Lima arrives at the mouth
of the River Tyne.

From here, she'll be taken to the famous
Swan Hunter shipyard for demolition.

It's amazing to think something like
Lima, how important that was to us.

We just don't really
consider that at all, really.

It's delivering all that gas to our homes,
keeping us warm, cooking our food...

Well, the Inde field
actually produced enough gas

in its lifetime to power the UK
for a year and a half.

Just in one gas field? Yeah.

At the Swan Hunter shipyard,
they must wait for the tide

to be just the right height,
so the barge is level with the quay.

Only then can the painstaking
process of sliding

over 2,000 tonnes of steel
off the barge on to land begin.

You don't see one of them
come over every day, do you?

Four remotely controlled bogies,
with a total of 56 axles,

each capable of supporting
36 tonnes of weight...

Fantastic.

..manoeuvre Lima into her
final resting place.

Now the next chapter in her story
is about to begin.

Ivan Rayne is Geordie born and bred,

and is another person
whose relationship with Lima

and her sister platforms goes back
to their construction in the 1970s.

I bet you didn't have to wear all this
kind of stuff back in the '70s, did you?

Yeah, we did,
but once you got offshore,

if you ever mentioned
the word "safety,"

you were on the next
helicopter home again.

He, too, has come a complete circle.

He's now here to oversee the
demolition and recycling of Lima.

All these pipes and valves and the
kind of meat, everything we can see,

it's all dedicated to getting
that gas up and out of here.

The main function of this platform
is to gather gas from the seabed,

and the gas would be brought up
through six pipes,

brought into this system here,

and then redirected to another
complex, where it is collected

and then it's sent to
the UK mainland for refining.

Then it gets redistributed
throughout the UK,

then it comes into your house
and that's what you use

for cooking your roast beef
on a Sunday.

For Veolia's recycling team
in charge of the demolition,

this is no ordinary take-down job.

So, this has been out
in the North Sea for 40 years.

Where do you start in taking it
all apart and recycling it?

The helideck will be cut off
and pulled over,

then we'll start dismantling it,
section by section.

Once that's flattened,
they'll start cutting it up into

very manageable pieces,
and the smaller the pieces,

the better the value they get for
recycling for transport off the site.

All right,
so now we're talking money.

Typically, what are we looking at
for recycling this whole platform?

You could be looking at anything
from £180-£200,000 scrap value.

After 40 years of service,
providing gas to millions of people,

and jobs and even a home
to hundreds of North Sea Tigers,

Lima is finally about to be brought
to her knees.

First, her infrastructure
is weakened by strategic cuts.

Next, it's time for the excavators
to really get to work.

Steel wires are attached
to the helideck

and the machines go into reverse.

This red accommodation module
is next for demolition.

Its fixings to Lima's frame
have been severed,

and the excavators are standing by.

'Mick Cubitt spent four years
living and working

'on Lima
as an electrical engineer.

'It's almost 19 years to the day
since she last saw her.'

That is incredible.
It's like a bomb...

A bomb has hit the place.

In fact,
it's bordering on unrecognisable.

I don't want to pull any more
emotional punches on you,

but I think that is
your old bedroom,

that red tin shack over that.

I'm afraid so. I spent several... in
effect, the equivalent to two years' worth.

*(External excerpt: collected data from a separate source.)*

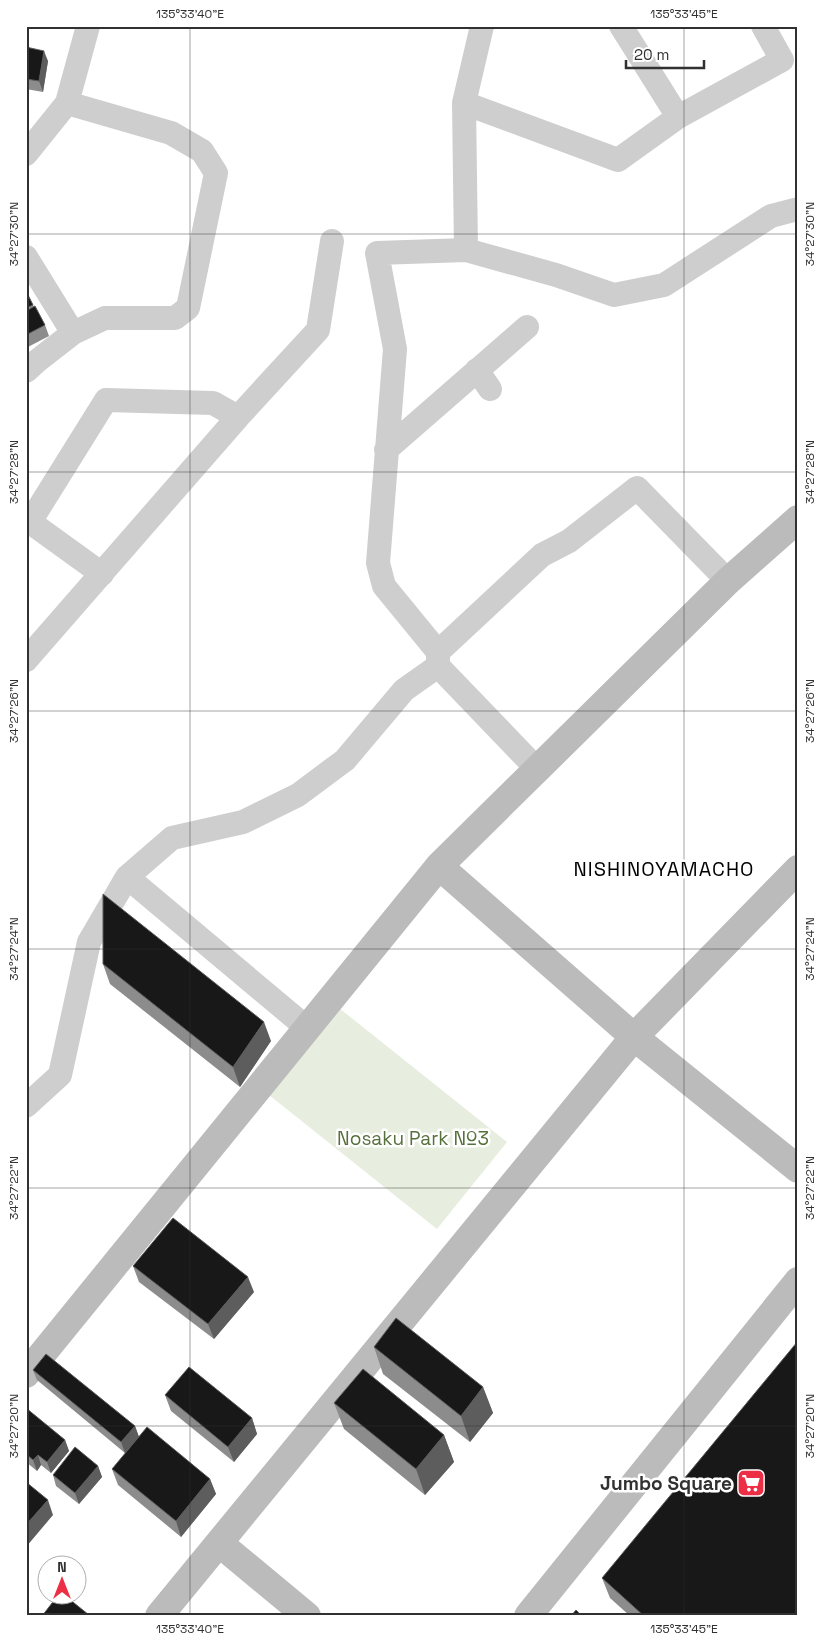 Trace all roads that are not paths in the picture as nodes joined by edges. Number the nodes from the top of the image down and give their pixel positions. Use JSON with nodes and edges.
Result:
{"nodes":[{"id":1,"x":88,"y":26,"type":"edge"},
{"id":2,"x":482,"y":26,"type":"edge"},
{"id":3,"x":621,"y":26,"type":"edge"},
{"id":4,"x":763,"y":26,"type":"edge"},
{"id":5,"x":67,"y":102,"type":"junction"},
{"id":6,"x":464,"y":103,"type":"junction"},
{"id":7,"x":678,"y":117,"type":"junction"},
{"id":8,"x":26,"y":154,"type":"edge"},
{"id":9,"x":798,"y":209,"type":"edge"},
{"id":10,"x":332,"y":241,"type":"dead end"},
{"id":11,"x":466,"y":250,"type":"junction"},
{"id":12,"x":26,"y":257,"type":"edge"},
{"id":13,"x":527,"y":327,"type":"dead end"},
{"id":14,"x":73,"y":333,"type":"junction"},
{"id":15,"x":26,"y":371,"type":"edge"},
{"id":16,"x":238,"y":417,"type":"junction"},
{"id":17,"x":386,"y":450,"type":"junction"},
{"id":18,"x":798,"y":519,"type":"edge"},
{"id":19,"x":102,"y":574,"type":"junction"},
{"id":20,"x":728,"y":581,"type":"junction"},
{"id":21,"x":438,"y":659,"type":"junction"},
{"id":22,"x":26,"y":660,"type":"edge"},
{"id":23,"x":537,"y":769,"type":"junction"},
{"id":24,"x":439,"y":866,"type":"junction"},
{"id":25,"x":798,"y":869,"type":"edge"},
{"id":26,"x":127,"y":877,"type":"junction"},
{"id":27,"x":307,"y":1028,"type":"junction"},
{"id":28,"x":634,"y":1037,"type":"junction"},
{"id":29,"x":26,"y":1106,"type":"edge"},
{"id":30,"x":798,"y":1169,"type":"edge"},
{"id":31,"x":798,"y":1280,"type":"edge"},
{"id":32,"x":26,"y":1374,"type":"edge"},
{"id":33,"x":218,"y":1543,"type":"junction"},
{"id":34,"x":159,"y":1616,"type":"edge"},
{"id":35,"x":307,"y":1616,"type":"edge"},
{"id":36,"x":528,"y":1616,"type":"edge"}],
"edges":[{"from":1,"to":5,"type":"street"},
{"from":2,"to":6,"type":"street"},
{"from":3,"to":7,"type":"street"},
{"from":4,"to":7,"type":"street"},
{"from":5,"to":8,"type":"street"},
{"from":5,"to":14,"type":"street"},
{"from":6,"to":7,"type":"street"},
{"from":6,"to":11,"type":"street"},
{"from":9,"to":11,"type":"street"},
{"from":10,"to":16,"type":"street"},
{"from":11,"to":17,"type":"street"},
{"from":12,"to":14,"type":"street"},
{"from":13,"to":17,"type":"street"},
{"from":14,"to":15,"type":"street"},
{"from":16,"to":19,"type":"street"},
{"from":16,"to":19,"type":"street"},
{"from":17,"to":21,"type":"street"},
{"from":18,"to":20,"type":"street"},
{"from":19,"to":22,"type":"street"},
{"from":20,"to":21,"type":"street"},
{"from":20,"to":23,"type":"street"},
{"from":21,"to":23,"type":"street"},
{"from":21,"to":26,"type":"street"},
{"from":23,"to":24,"type":"street"},
{"from":24,"to":27,"type":"street"},
{"from":24,"to":28,"type":"street"},
{"from":25,"to":28,"type":"street"},
{"from":26,"to":27,"type":"street"},
{"from":26,"to":29,"type":"street"},
{"from":27,"to":32,"type":"street"},
{"from":28,"to":30,"type":"street"},
{"from":28,"to":33,"type":"street"},
{"from":31,"to":36,"type":"street"},
{"from":33,"to":34,"type":"street"},
{"from":33,"to":35,"type":"street"}]} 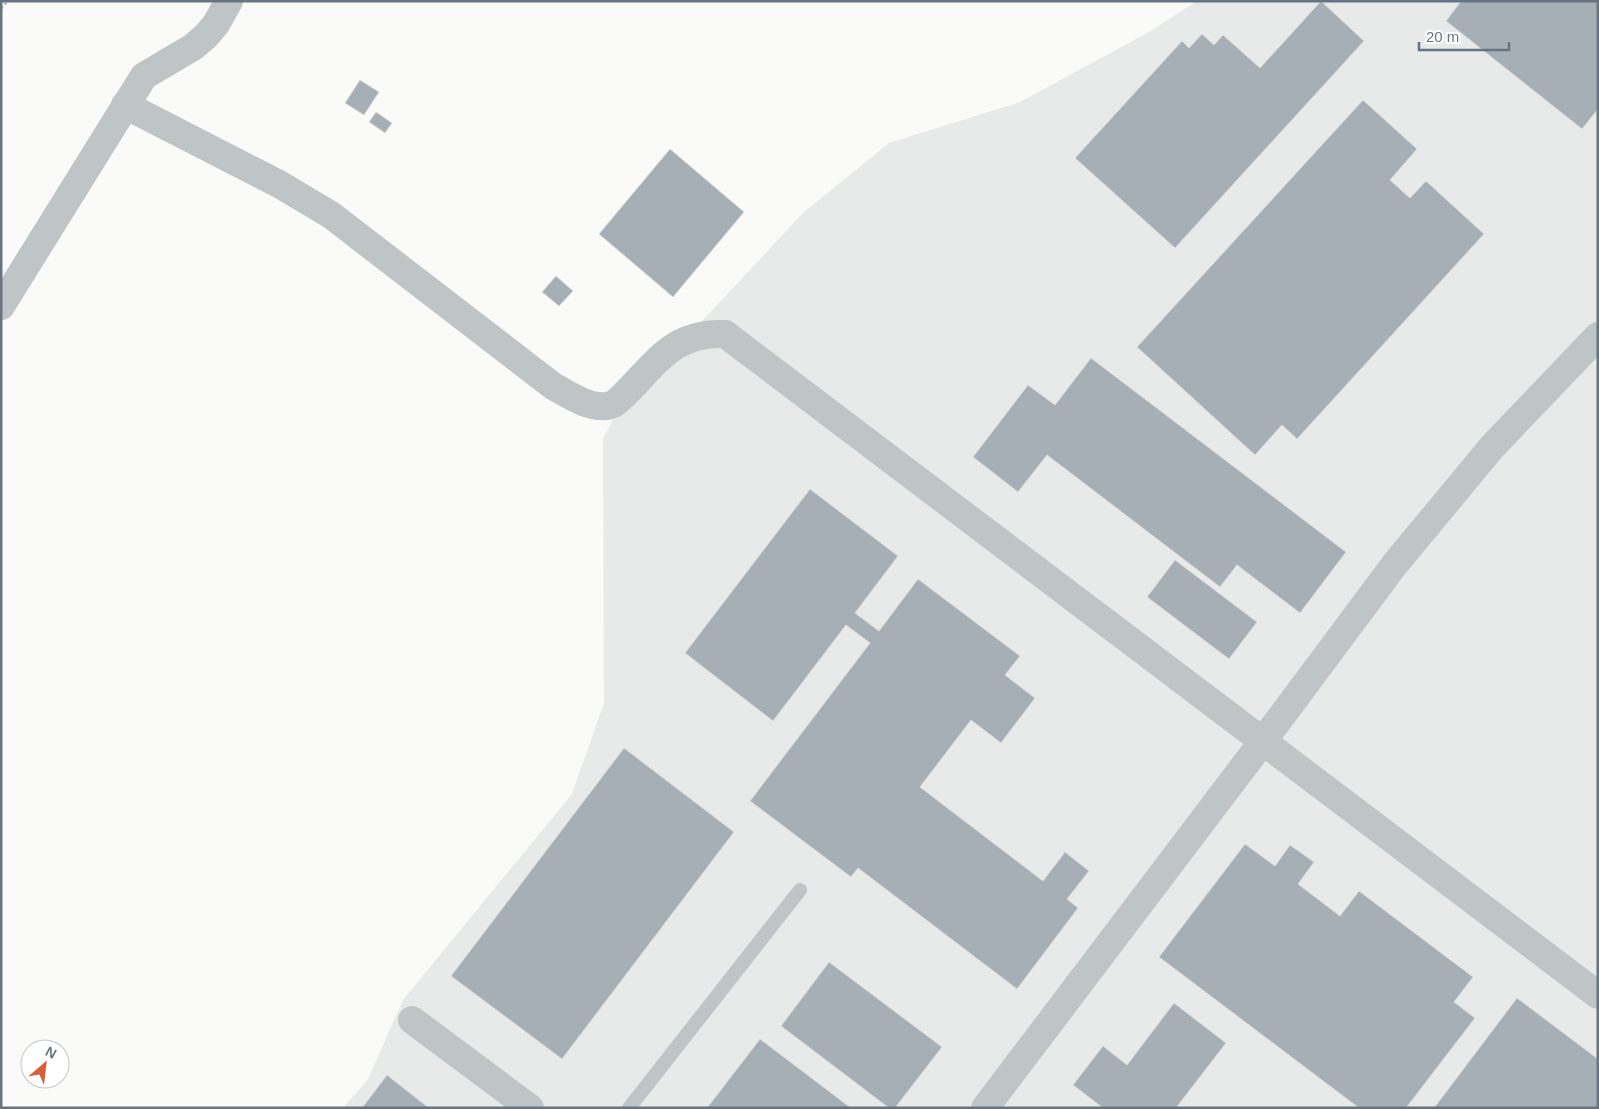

So... Four years, half on,
half off. That's right.

Some 700 nights spent
in that little tin box.

We're about to walk into
your accommodation block,

this is home sweet home. Home sweet
home looks fairly devastating to me.

It's really had the insides
ripped out of it.

So this was the living area, was it?
This is where you passed the time?

Well, prior to the introduction
of satellite television,

we used to show films that were
hired in by the company.

Like your own little Blockbuster!
Yes!

So, Mick, this must have been pretty
cramped. How many people lived in here?

This was accommodation for eight
people, two lots of bunks.

Um, the shower for all four
was in here.

That's the shower tray,
with a wash basin just here.

Shower, wash basin.

That was your emergency exit.

So, it's the middle of the night,

you're asleep in your comfortable
abode and there's an emergency alarm.

The worst-case scenario.
What's the order of service?

Three offs.
The three offs being block off,

we would block in all the wells, stop
the gas coming onto the platform.

You would then vent off. What's
the third off? You just BLEEP off!

Follow me. OK.

Quickly, Mick,
it's an emergency situation!

For Mick's Lima colleagues,

reunited in Lowestoft for the first
time in over 20 years, all that's

left are photos and shared memories
of their incredible offshore lives.

Is this you? That is me on Lima.

How many times would you have been
offshore at that stage, do you reckon?

Probably not many. We used to fish,
didn't we, Tony?

There is some entertainment to
be had. Made our own entertainment.

What was the food supplies like,
did you eat well?

Ate very well. You would have a
choice of a fillet steak, a bit of fish.

That's a decent spread, isn't it?
It is indeed. Christmas crackers.

Explosive devices offshore!

LAUGHTER

If you had a good chef, you had a good
platform, and you'd a productive platform.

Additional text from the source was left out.